Medicina (B. Aires) vol.73 no.4 Ciudad Autónoma de Buenos Aires jul./ago. 2013

 

COMUNICACIÓN BREVE

Nueva mutación heterocigota en el gen de la proteína regulatoria aguda de la esteroideogénesis (StAR) en un paciente 46,XY con hiperplasia adrenal congénita lipoidea

 

María Sonia Baquedano, Gabriela Guercio, Roxana Marino, Esperanza Berensztein, Mariana Costanzo, Pablo Ramírez, Marcela Bailez, Elisa Vaiani, Mercedes Maceiras, Marco A. Rivarola, Alicia Belgorosky

Servicio de Endocrinología, Hospital Nacional de Pediatría Juan P. Garrahan, Buenos Aires, Argentina

Dirección postal: Dra. Alicia Belgorosky, Servicio de Endocrinología, Hospital Nacional de Pediatría Juan P. Garrahan, Combate de los Pozos 1881, 1245 Buenos Aires, Argentina
Fax: (54-11) 4308-5325 e-mail: abelgo@netizen.com.ar

*Este trabajo fue distinguido con el Premio Cossio en la Reunión Anual de la SAIC (Sociedad Argentina de Investigación Clínica) en Mar del Plata, noviembre de 2012

 


Resumen
StAR forma parte del complejo multiproteico transduceosoma, encargado del transporte de colesterol y que facilita su entrada a la mitocondria. Mutaciones recesivas en el gen STAR causan formas clásicas y no clásicas de hiperplasia adrenal congénita lipoidea. Analizamos las consecuencias moleculares de una nueva mutación heterocigota en STAR en un paciente 46,XY con genitales ambiguos e insuficiencia adrenal. Hallamos un cambio heterocigota de novo, IVS1-2A>G, en el gen STAR y el polimorfismo heterocigota, pG146A, en SF1. No se detectaron mutaciones en los genes CYP11A1, FDX1 y FDXR, VDAC1 y TSPO. Por RT-PCR y secuenciación se observó un transcripto-exón2 y el transcripto normal (WT) de StAR, a partir del ARN de tejido gonadal del paciente. Se detectó el precursor (37 kD) y la proteína StAR madura (30 kD) en células COS-7 transfectadas con el plásmido mutante y WT. Por inmunofluorescencia la observación de co-localización de la proteína mutante (p.G22_L59delStAR) en mitocondrias fue casi nula. La actividad de p.G22_L59delStAR fue del 65%± 13 respecto del WT. La co-transfección de los plásmidos p.G22_L59delStAR y WT redujo la actividad de WT en 62.0± 13.9%. La mutación IVS1-2A>G provocó la pérdida de los aminoácidos 22 a 59 en la secuencia mitocondrial N-terminal. Postulamos que ello conduciría a un plegamiento anormal de la proteína que alteraría su procesamiento y translocación. La proteína mutante p.G22_L59delStAR podría interferir con la acción de la proteína StAR WT bloqueando el complejo transduceosoma y causando una forma dominante de deficiencia de StAR, que explicaría el fenotipo clínico en heterocigosis.

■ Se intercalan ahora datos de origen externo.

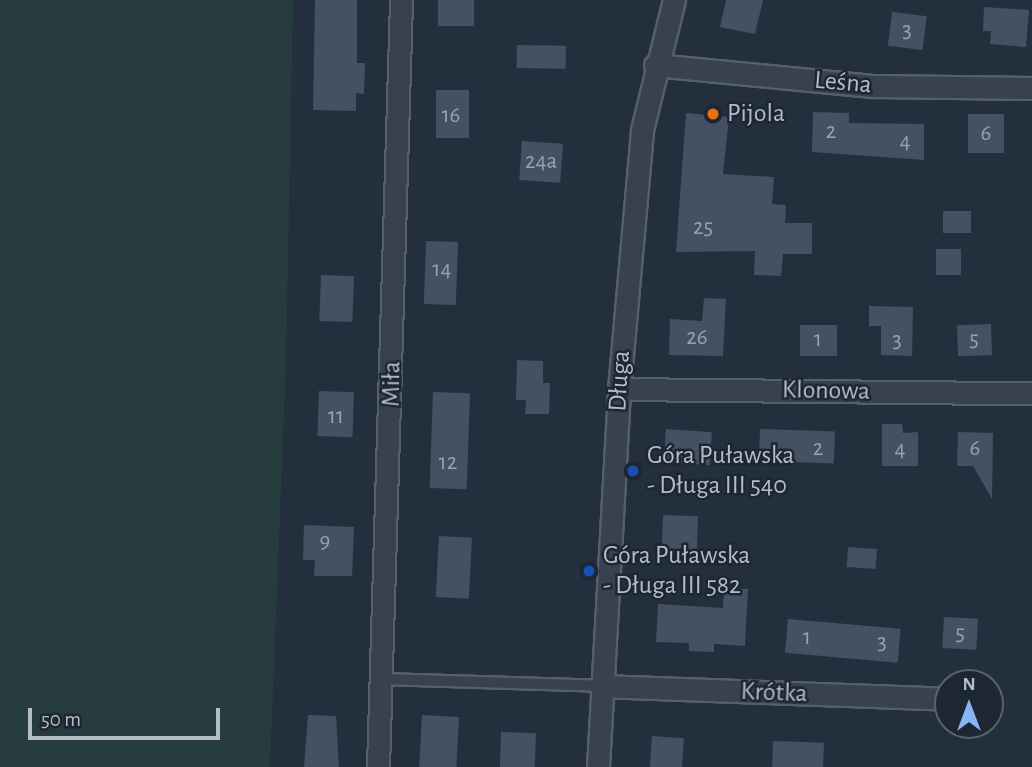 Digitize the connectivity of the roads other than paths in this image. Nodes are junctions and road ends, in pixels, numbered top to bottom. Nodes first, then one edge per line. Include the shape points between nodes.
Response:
1 (401, 0) edge
2 (674, 0) edge
3 (655, 65) junction
4 (1032, 88) edge
5 (619, 389) junction
6 (1032, 393) edge
7 (382, 679) junction
8 (600, 686) junction
9 (934, 698) edge
10 (378, 767) edge
11 (598, 767) edge

1 - 7 street, Miła
2 - 3 street, Długa
3 - 4 street, Leśna via 875,86
3 - 5 street, Długa via 642,130
5 - 6 street, Klonowa
5 - 8 street, Długa
7 - 8 lane
7 - 10 street, Miła
8 - 9 street, Krótka
8 - 11 street, Długa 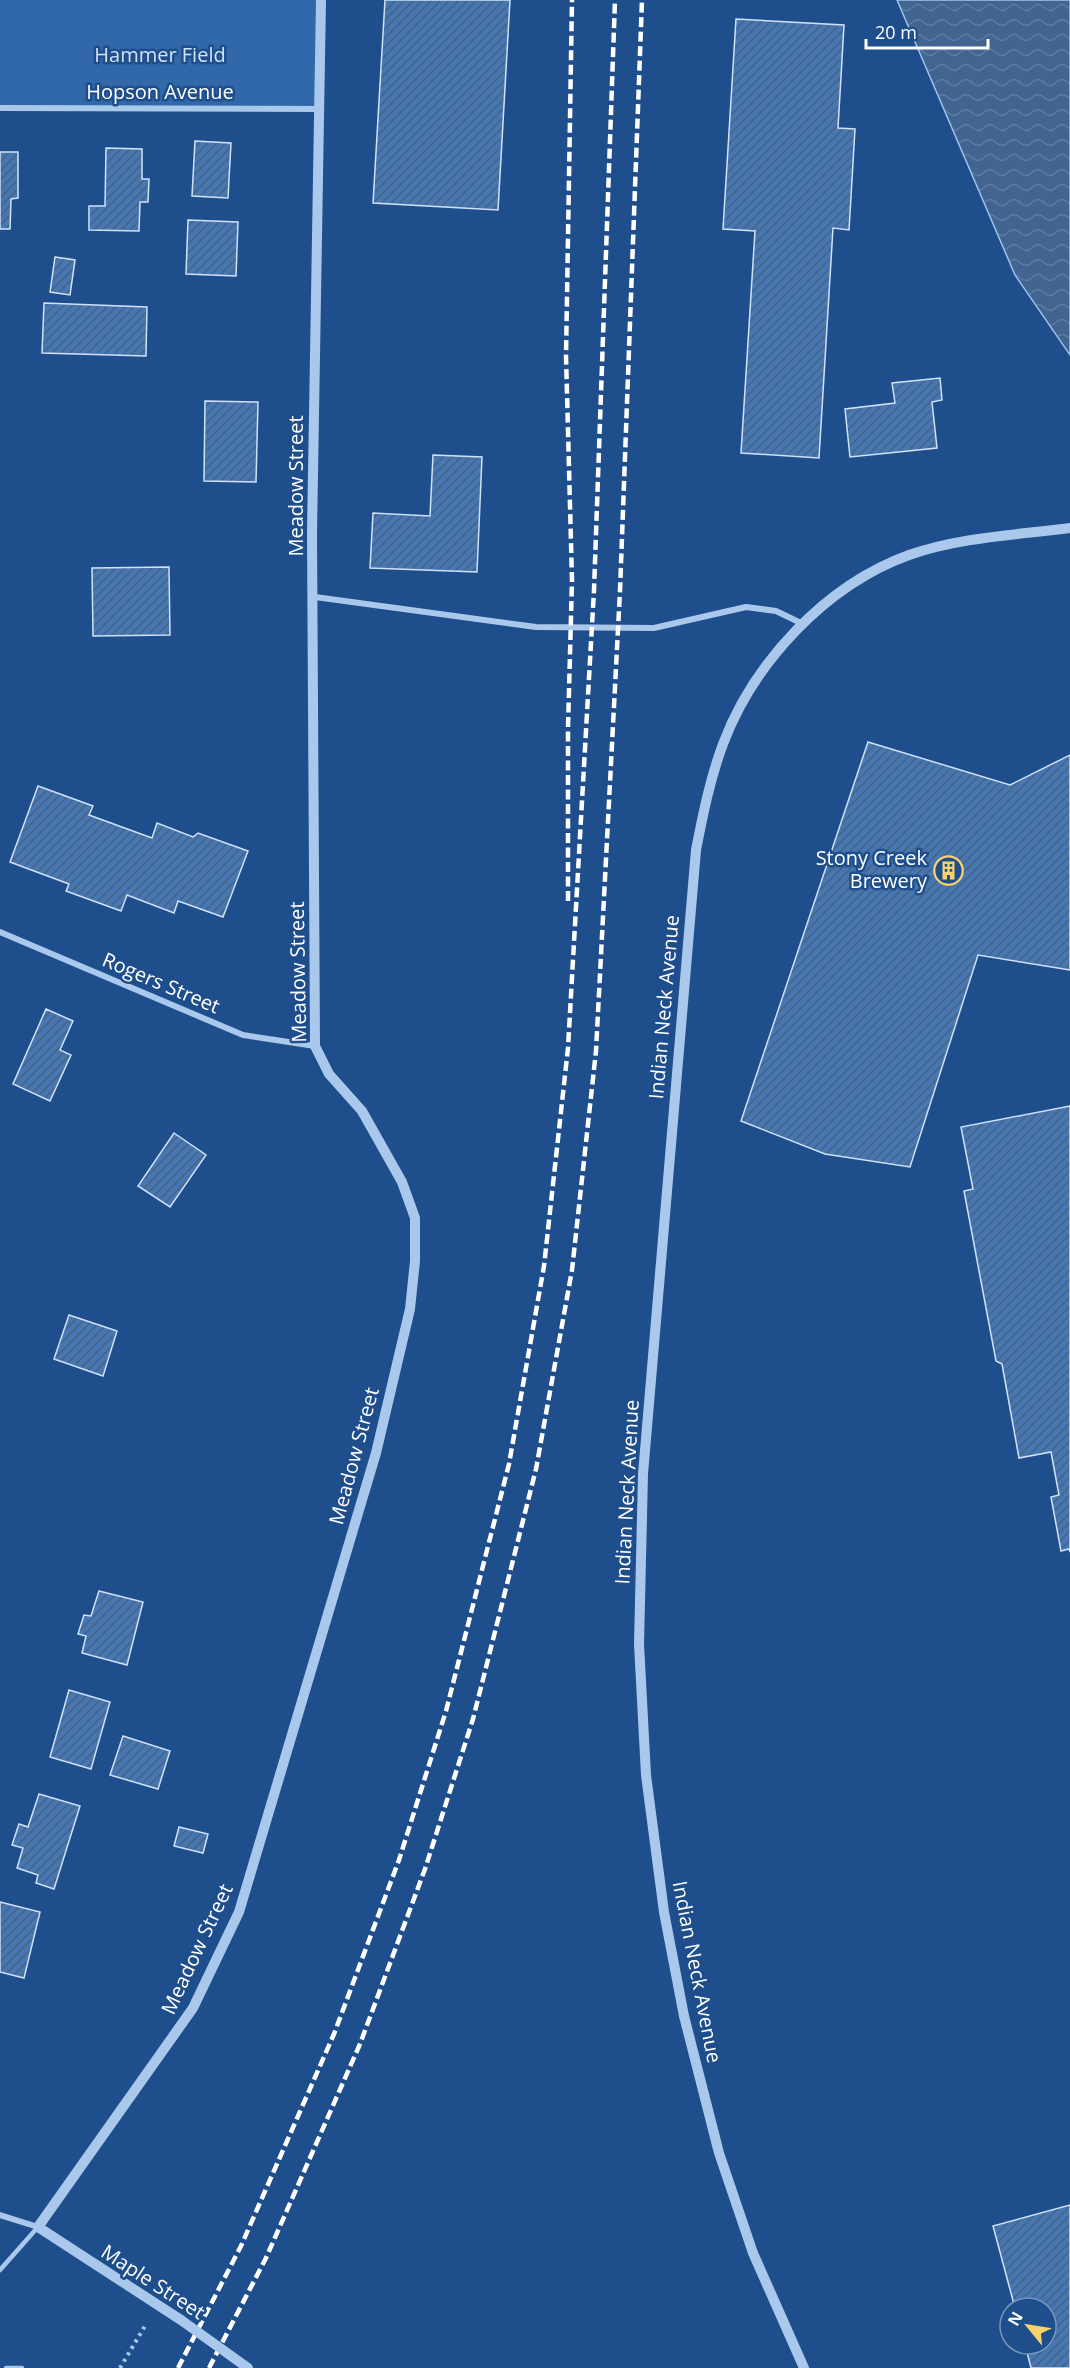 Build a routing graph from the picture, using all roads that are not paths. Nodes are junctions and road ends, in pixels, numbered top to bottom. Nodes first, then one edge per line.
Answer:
1 (321, 0) edge
2 (0, 108) edge
3 (321, 109) junction
4 (1070, 528) edge
5 (315, 597) junction
6 (803, 624) junction
7 (0, 932) edge
8 (315, 1046) junction
9 (0, 2215) edge
10 (38, 2228) junction
11 (0, 2270) edge
12 (6, 2368) edge
13 (22, 2368) edge
14 (248, 2368) edge
15 (804, 2368) edge

1 - 3 street, Meadow Street
2 - 3 street, Hopson Avenue
3 - 5 street, Meadow Street
4 - 6 street, Indian Neck Avenue
5 - 6 street
5 - 8 street, Meadow Street
6 - 15 street, Indian Neck Avenue
7 - 8 street, Rogers Street
8 - 10 street, Meadow Street
9 - 10 street
10 - 11 lane
10 - 14 street, Maple Street, bridge
12 - 13 lane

Palabras clave: Deficiencia de StAR; Efecto dominante negativo; Hiperplasia adrenal congénita lipoidea

Abstract
Novel heterozygous mutation in the steroidogenic acute regulatory protein gene in a 46,XY patient with congenital lipoid adrenal hyperplasia. StAR facilitates cholesterol entry into the mitochondria as part of the transduceosome complex. Recessive mutations in the gen STAR cause classic and nonclassic congenital lipoid adrenal hyperplasia. The aim of the study was to analyze the molecular consequences of a novel heterozygous STAR mutation in a 46,XY patient with ambiguous genitalia and adrenal insufficiency. We found a de novo heterozygous IVS-2A>G STAR mutation and the reported heterozygous p.G146A SF1 polymorphism with normal CYP11A1, FDXR, FDX1, VDAC1 and TSPO genes. RT-PCR and sequencing from patient's testicular RNA showed a -exon2 transcript and the wild-type (WT) transcript. Both 37 kDa precursor and 30 kDa mature protein were detected in COS-7 cell transfected with mutant and WT plasmids. Immunofluorescence showed almost no co-localization of mitochondria and mutant protein (delta22-59StAR). Delta22-59StAR activity was 65±13% of WT. Cotransfection with WT and delta22-59StAR plasmids reduced WT activity by 62.0%± 13.9. Novel splice-junction heterozygous STAR mutation (IVS-2A>G) resulted in the in-frame loss of amino acids 22 to 59 in the N-terminal mitochondrial targeting signal. A misfolded p.G22_L59delStAR might interfere with WT StAR activity by blocking the transduceosome complex, causing an autosomal dominant form of StAR deficiency, explaining the clinical phenotype.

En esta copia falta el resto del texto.